TEA regulations allow the district to submit the waiver if exceeding the maximum student-teacher ratio is unexpected. That was the case this year, said Superintendent Dr. Sharon Doughty.
The board’s alternative was to hire a teacher for one of the fourth-grade sections. While board members have said in the past they could find money for necessary teachers, no more teachers have been budgeted for the current school year.
Trustees Jay Jones and Kelly Owens voted against the board’s motion to send the waiver to Austin.
Jones, who has a child in the fourth grade, noted that the overage hit him “both in the (school) board room and at the kitchen table.”
He said he cast the “no” vote less in opposition to the waiver than as an attempt to keep the question in front of the board.
“I can’t remember ever discussing this topic since being elected to the board, and I am hopeful that my no vote will be a discussion point at our next goal planning meeting,” Jones wrote in an e-mail message to the South Jetty.
“If the majority of the board feels as I do on this subject, I have absolute confidence that our administration team will make it work.”
Owens said he voted against the waiver because he believes the board needs to decide what it thinks is appropriate as a classroom size.

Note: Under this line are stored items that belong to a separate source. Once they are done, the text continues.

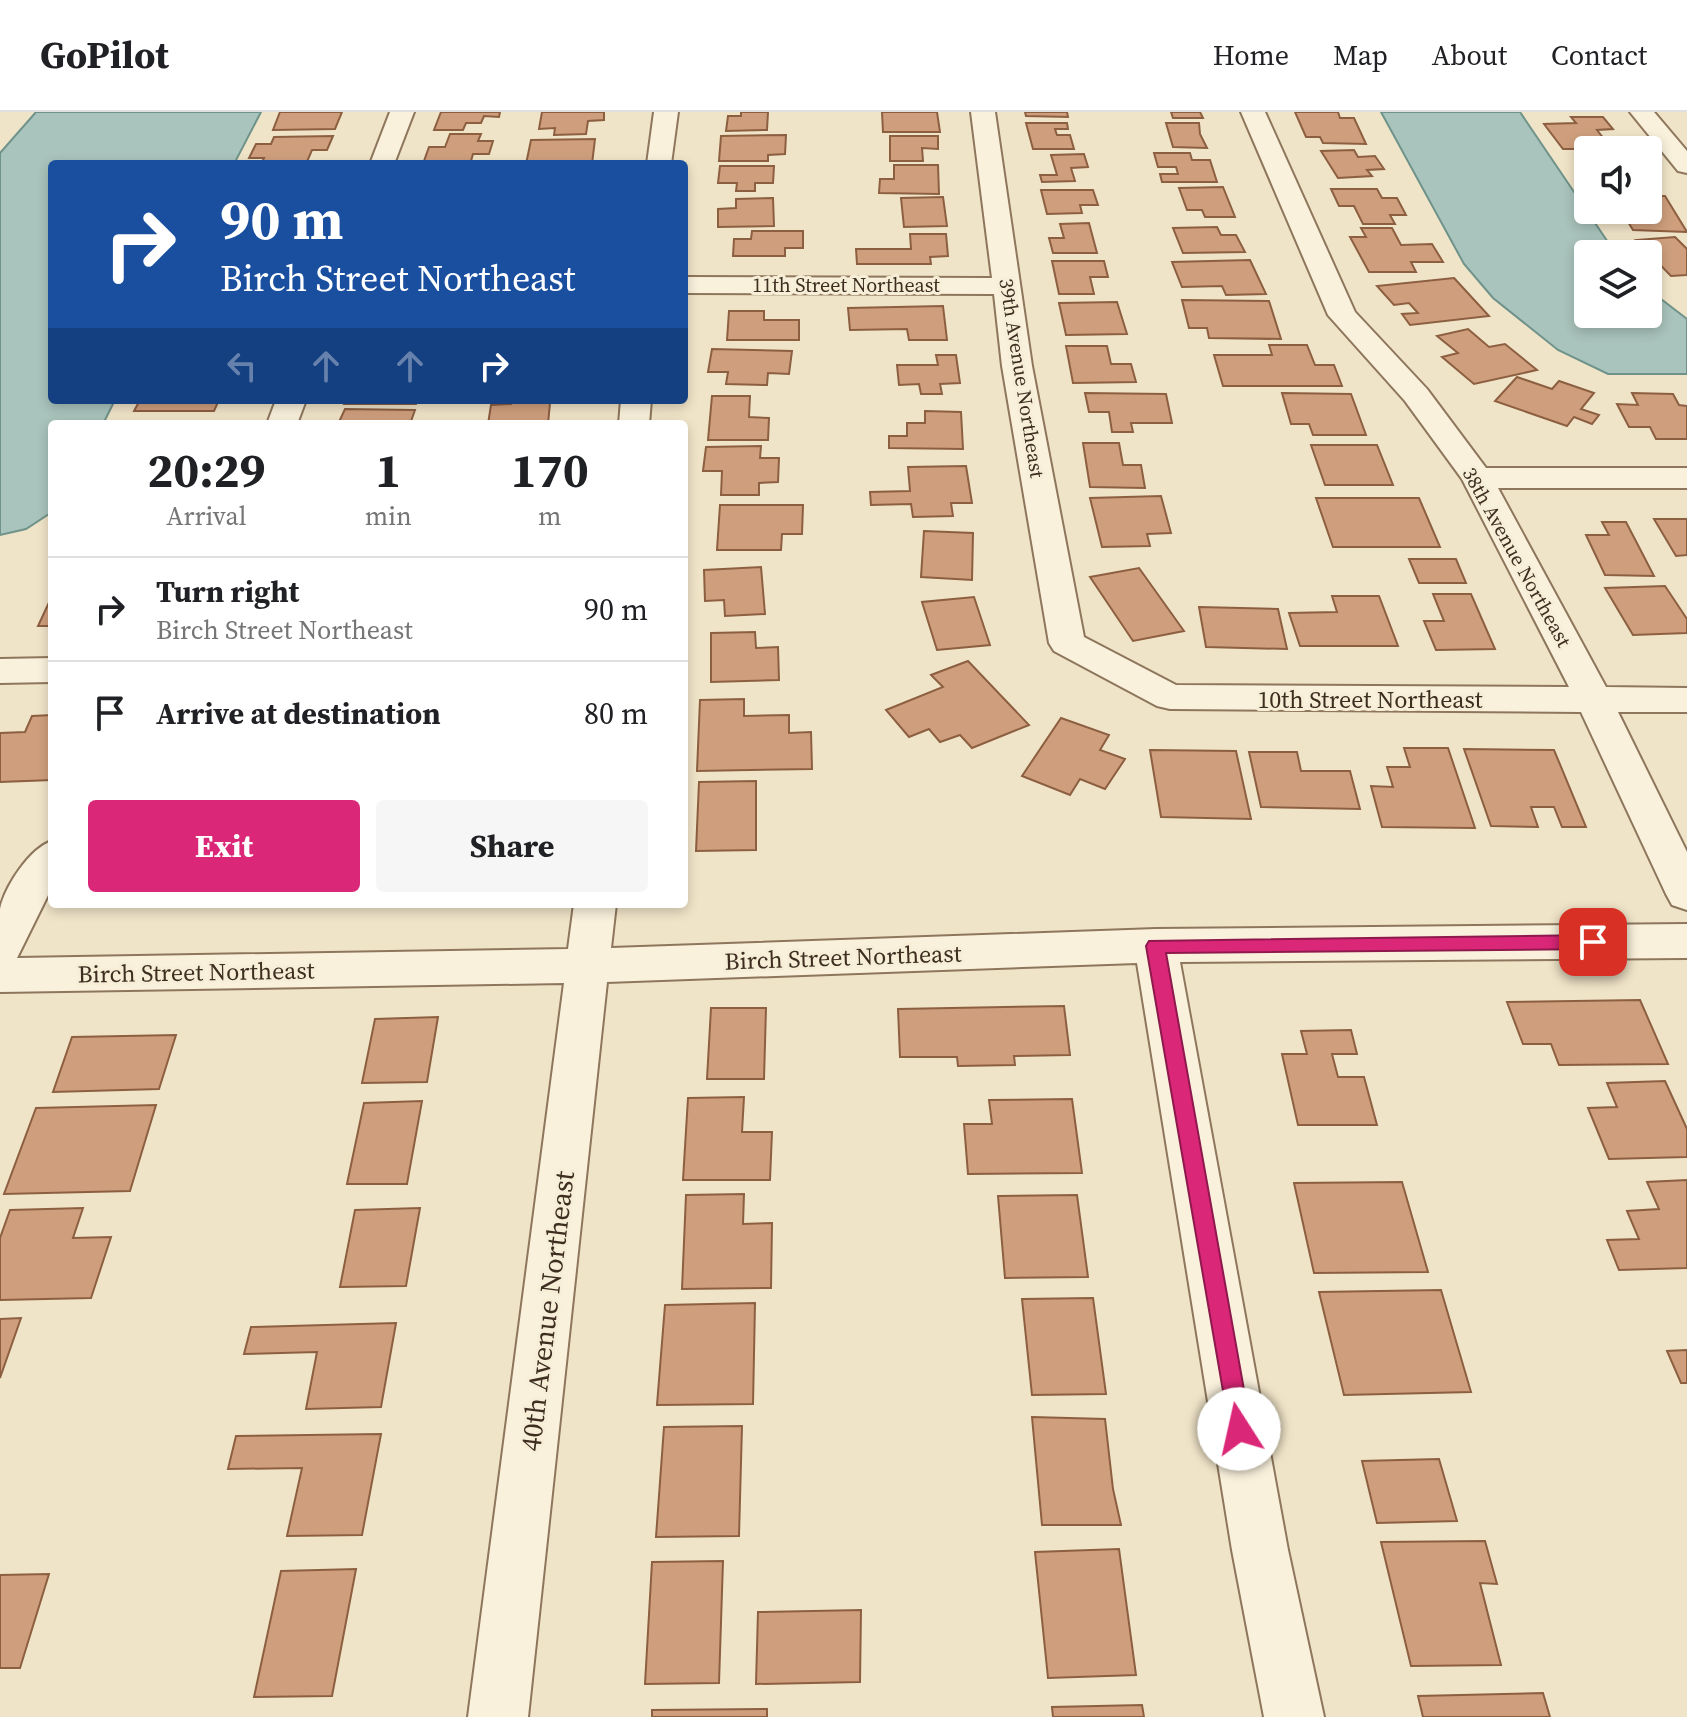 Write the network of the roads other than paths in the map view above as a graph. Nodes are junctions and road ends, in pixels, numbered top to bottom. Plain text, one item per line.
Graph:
1 (402, 112) edge
2 (666, 112) edge
3 (983, 112) edge
4 (1253, 112) edge
5 (1642, 112) edge
6 (384, 160) edge
7 (660, 160) edge
8 (1687, 166) edge
9 (688, 285) edge
10 (1008, 286) junction
11 (1477, 478) junction
12 (1687, 478) edge
13 (1067, 643) joint
14 (48, 670) edge
15 (0, 671) edge
16 (1594, 700) junction
17 (1687, 700) edge
18 (48, 861) edge
19 (1687, 894) edge
20 (595, 908) edge
21 (1687, 941) edge
22 (1156, 946) junction
23 (0, 950) edge
24 (590, 966) junction
25 (0, 975) edge
26 (498, 1717) edge
27 (1294, 1717) edge

1 - 6 street
2 - 7 street
3 - 10 street, 39th Avenue Northeast
4 - 11 street, 38th Avenue Northeast
5 - 8 street
9 - 10 street, 11th Street Northeast
10 - 13 street, 39th Avenue Northeast
11 - 12 street
11 - 16 street, 38th Avenue Northeast
13 - 16 street, 10th Street Northeast
14 - 15 street
16 - 17 street, 10th Street Northeast
16 - 19 street, 38th Avenue Northeast
18 - 23 street
20 - 24 street, 40th Avenue Northeast
21 - 22 street, Birch Street Northeast
22 - 24 street, Birch Street Northeast
22 - 27 street
24 - 25 street, Birch Street Northeast
24 - 26 street, 40th Avenue Northeast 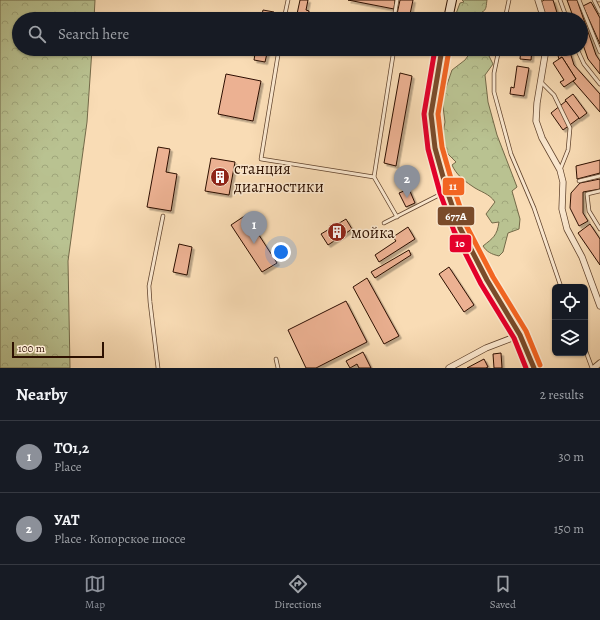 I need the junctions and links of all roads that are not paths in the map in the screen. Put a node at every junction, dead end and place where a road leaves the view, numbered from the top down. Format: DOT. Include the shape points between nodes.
graph roads {
  1 [pos="288,0"];
  2 [pos="397,0"];
  3 [pos="452,0"];
  4 [pos="509,0"];
  5 [pos="538,0"];
  6 [pos="560,0"];
  7 [pos="579,0"];
  8 [pos="594,0"];
  9 [pos="285,12"];
  10 [pos="395,12"];
  11 [pos="449,12"];
  12 [pos="506,12"];
  13 [pos="542,12"];
  14 [pos="564,12"];
  15 [pos="584,12"];
  16 [pos="600,12"];
  17 [pos="588,22"];
  18 [pos="600,52"];
  19 [pos="279,56"];
  20 [pos="393,56"];
  21 [pos="441,56"];
  22 [pos="498,56"];
  23 [pos="545,56"];
  24 [pos="581,56"];
  25 [pos="540,82"];
  26 [pos="600,84"];
  27 [pos="560,170"];
  28 [pos="600,176"];
  29 [pos="374,177"];
  30 [pos="580,181"];
  31 [pos="447,191"];
  32 [pos="600,191"];
  33 [pos="163,216"];
  34 [pos="397,217"];
  35 [pos="384,223"];
  36 [pos="600,229"];
  37 [pos="560,284"];
  38 [pos="600,306"];
  39 [pos="520,336"];
  40 [pos="588,356"];
  41 [pos="276,359"];
  42 [pos="600,363"];
  43 [pos="158,368"];
  44 [pos="278,368"];
  45 [pos="449,368"];
  46 [pos="534,368"];
  47 [pos="593,368"];
  1 -- 9 [label="lane"];
  2 -- 10 [label="lane"];
  3 -- 11 [label="main road"];
  4 -- 12 [label="lane"];
  5 -- 13 [label="street"];
  6 -- 14 [label="lane"];
  7 -- 15 [label="lane"];
  8 -- 16 [label="lane"];
  17 -- 18 [label="lane"];
  19 -- 29 [label="lane" via="261,159"];
  20 -- 29 [label="lane"];
  21 -- 31 [label="main road" via="431,114 435,148"];
  22 -- 37 [label="lane" via="494,92 511,154 534,208"];
  23 -- 25 [label="street"];
  24 -- 26 [label="lane"];
  25 -- 27 [label="street" via="536,121 542,138"];
  25 -- 27 [label="lane" via="554,95 570,128 568,150"];
  27 -- 38 [label="street" via="563,182 562,209 567,229 582,257"];
  28 -- 30 [label="lane"];
  29 -- 34 [label="lane"];
  31 -- 34 [label="lane"];
  31 -- 39 [label="main road" via="471,251"];
  32 -- 36 [label="lane" via="587,194 589,211"];
  33 -- 43 [label="lane" via="149,286"];
  34 -- 35 [label="lane"];
  39 -- 45 [label="street" via="486,348"];
  39 -- 46 [label="main road"];
  40 -- 47 [label="lane"];
  41 -- 44 [label="lane"];
  42 -- 47 [label="street"];
} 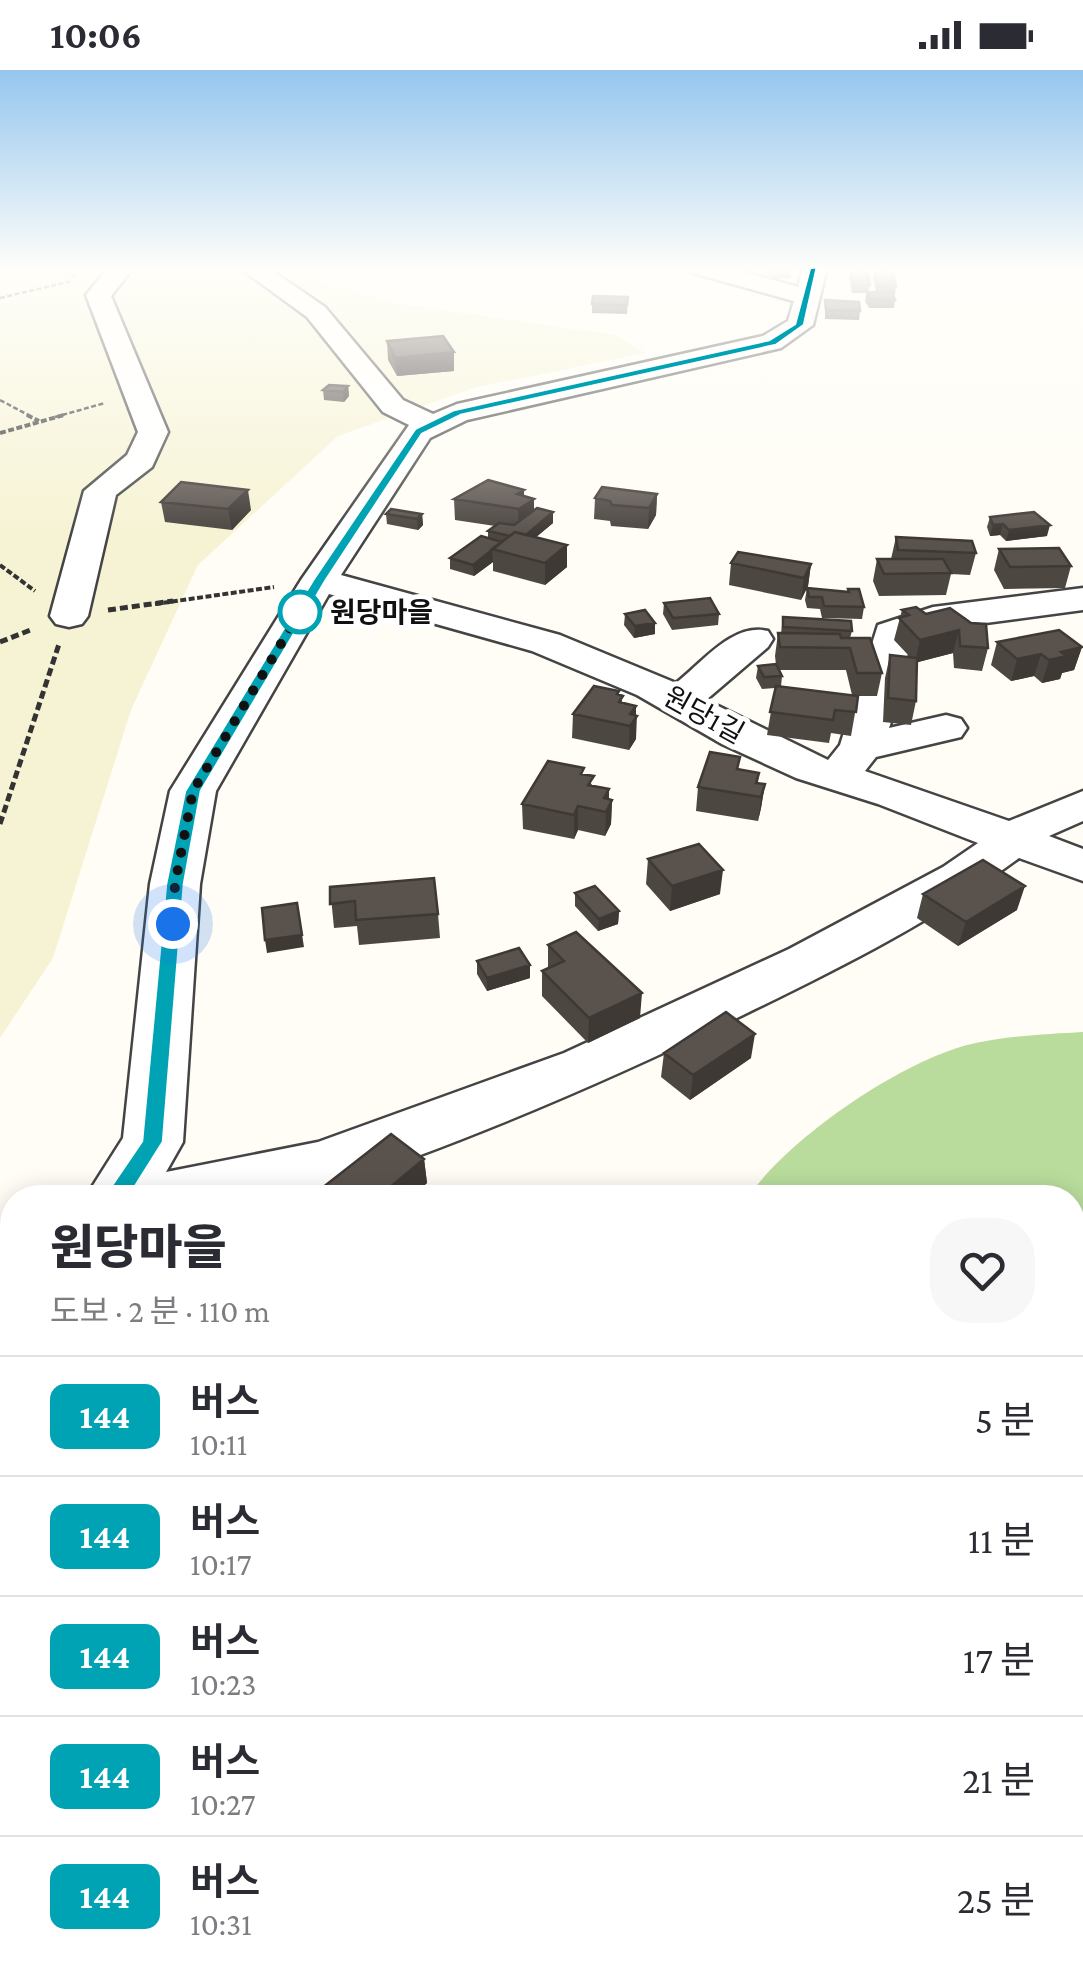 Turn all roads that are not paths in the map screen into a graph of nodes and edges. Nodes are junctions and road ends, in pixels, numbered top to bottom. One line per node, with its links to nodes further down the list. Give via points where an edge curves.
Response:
1 (120, 357): 7 (street, via 153,432 142,460 100,491)
2 (353, 357): 4 (street, via 393,406)
3 (704, 357): 4 (street, via 458,412)
4 (433, 424): 5 (street, via 418,432)
5 (320, 580): 9 (street, 원당1길, via 546,643); 15 (street, via 193,791 175,884 153,1142)
6 (1083, 599): 11 (street, via 933,618 892,633 881,689)
7 (69, 616)
8 (754, 639): 9 (street)
9 (679, 702): 11 (street, 원당1길, via 737,735)
10 (946, 728): 11 (street)
11 (849, 762): 13 (street, 원당1길)
12 (1083, 805): 13 (street)
13 (1014, 840): 14 (street, 원당1길); 16 (street, via 960,878 808,962 584,1068 324,1165)
14 (1083, 866)
15 (125, 1185)
16 (223, 1185)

He said he favors adding teachers when classroom sizes reach “whatever level we decide, whether it be the state maximum or a lower number, as long as we have room in our budget … .”
Owens agreed with Jones that the administration had found a good temporary solution.
“I do not want to set a precedent of asking for a waiver every time we exceed the State maximum,” he added. “This will come up again and we need to make sure we are prepared.”
Jana Snow, who also has a child in fourth grade at H.G. Olsen, told the board that she wanted trustees to address the issue, also.
Snow said after the meeting that she would attempt to keep the topic on the board’s front burner.
“The times to really address this are at goals workshops and during budget planning,” she said.
(The board will meet at 5:30 p.m. on Monday, Oct. 25, at Cline’s Landing, 1000 N. Station St., for its first goal setting and team building exercise since the May school board election.)
The budget planning is important because if the board decides to add a teacher, that salary must be budgeted, Snow noted.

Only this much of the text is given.